Commissioner Of Central Excise (CCE) vs M/S Patran Pipes (P) Ltd. – There is concurrent finding of fact recorded by the Commissioner and the Tribunal that there was nothing to show that the amount of cash seized represented clandestine sale of excisable goods.
IN THE HIGH COURT OF PUNJAB AND HARYANA AT CHANDIGARH.
C.E.A. No. 203 of 2010 (O&M) & other connected cases being CEA Nos.204, 207 and 208 of 2010
Date of decision: 21.2.2011
Commissioner of Central Excise. —–Appellant.
M/s Patran Pipes (P) Ltd. —–Respondent
CORAM:- HONORABLE MR. JUSTICE ADARSH KUMAR GOEL HONORABLE MR. JUSTICE AJAY KUMAR MITTAL
Present:- Mr. Kamal Sehgal,Sr. Standing Counsel for the appellant.
ADARSH KUMAR GOEL, J.
1. This order will dispose of CEA Nos.203, 204, 207 and 208 of 2010 as it is stated that all the appeals are inter- connected.
2. C.E.A. No.203 of 2010 has been preferred by the revenue under Section 35G of the Central Excise Act, 1944 (for short, “the Act”) against the order of the Customs, Excise & Service Tax Appellate Tribunal, New Delhi dated 27.10.2009, Annexure A-6, raising following substantial questions of law:-
“Whether for any fraudulent or clandestine removal/transaction where the players hatch the conspiracy and execute well crafted modus operandi, car the exchequer be made to bear the loss of revenue especially when the modus operandi had been admitted by the accused persons?”
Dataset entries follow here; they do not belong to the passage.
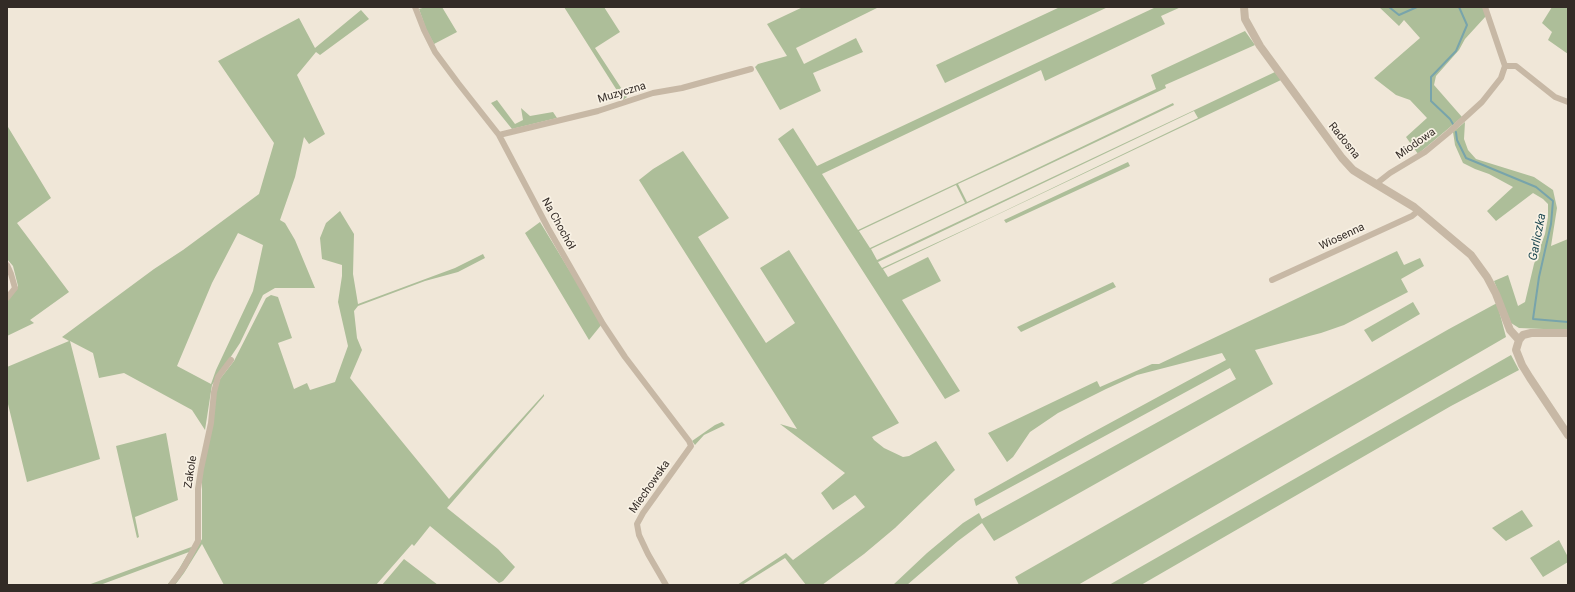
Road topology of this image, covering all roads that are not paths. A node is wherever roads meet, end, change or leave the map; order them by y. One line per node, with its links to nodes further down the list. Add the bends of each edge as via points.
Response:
1 (415, 7): 7 (street, Na Chochół, via 435,52)
2 (1244, 7): 8 (street, Radosna, via 1245,19 1260,46 1324,135 1348,164)
3 (1485, 7): 4 (street)
4 (1504, 66): 6 (street, via 1516,66 1555,97); 8 (street, Miodowa, via 1504,73 1495,87 1466,118 1424,152)
5 (751, 69): 7 (street, Muzyczna)
6 (1568, 102)
7 (499, 135): 17 (street, Na Chochół, via 603,324)
8 (1376, 184): 9 (street, Radosna)
9 (1418, 210): 11 (street, Wiosenna, via 1412,216); 14 (street, Radosna, via 1469,253 1487,277 1510,330)
10 (7, 265): 12 (street, via 15,288)
11 (1272, 280)
12 (7, 298)
13 (1568, 334): 14 (street, via 1530,333)
14 (1519, 340): 16 (street, via 1516,350 1522,365)
15 (231, 360): 18 (street, Zakole, via 218,377 214,392 211,423 198,489 198,541)
16 (1568, 435)
17 (691, 446): 19 (street, Miechowska, via 637,524 648,554)
18 (171, 585)
19 (666, 585)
3. Show Cause Notice was issued to M/s Paradise Steel Rolling Mills asking it to explain as to why amount of Rs.1,45,000/- cash seized on account of sale proceeds of goods removed clandestinely and sold to the respondent without payment of central excise duty be not confiscated and penalty imposed. It was alleged that M/s Ashwani Manoj Kumar was procuring iron and steel bars from various steel rolling mills without any bills. During search on 29.11.2001, certain incriminatory records were held from Manohar Lal who had come to visit the premises of M/s Paradise Steel Rolling Mills. Unaccounted cash of Rs.1,45,000/- was also seized, which was on account of sale proceeds of unaccounted sale of goods. Notice was also issued to the respondent M/s Patran Pipes Pvt. Ltd. to whom the goods were allegedly sold. After due consideration, the Deputy Commissioner, Central Excise passed Order-in-Original dated 30.7.2003 confiscating the seized cash amount and imposing penalty of Rs.30,000/- against M/s Paradise Steel Rolling Mills, Rs.25,000/- against M/s Patran Pipes Pvt. Ltd. and Rs.20,000/- against M/s Ashwani Manoj Kumar. On appeal, the Order-in-Original was set aside with the following finding:-
” . I agree with the above contention of the appellants in as much as the Department has failed to produce any documents or Corroborating evidence to prove their claim that the said amount was the sale proceed of the goods cleared by M/s Paradise Steel Rolling Mills. Not only this, Mr. A.K. Gupta has ever taken the name of M/s Paradise Steel Rolling Mills in his statement and as such the grounds taken by the department are not legally sustainable. Moreover, there is no firm in the name and style of M/s Ashwani Manoj Kumar as alleged in the Show Cause Notice. Mr. Manoj Kumar and “Ashwani Kumar are independent identities and filing Income Tax return. No allegation has been leveled in the Show Cause notice for the recovery of the duty on the goods cleared by M/s Paradise Steel Rolling Mills and no evidence has been collected in this regard to prove that such goods were cleared by them from their factory. The charges, therefore, seem to be leveled only on presumption and assumption. The penalty in the Show Cause Notice on the Appellants No.2 i.e. M/s Patran Pipes Pvt. Ltd., Patran has been proposed under Rule 25 but the same has been confirmed under Rule 26 of the Central Excise Rules, 1944, which is not legally correct. The Order- in-Original therefore, being not legal, proper and correct, is set aside.”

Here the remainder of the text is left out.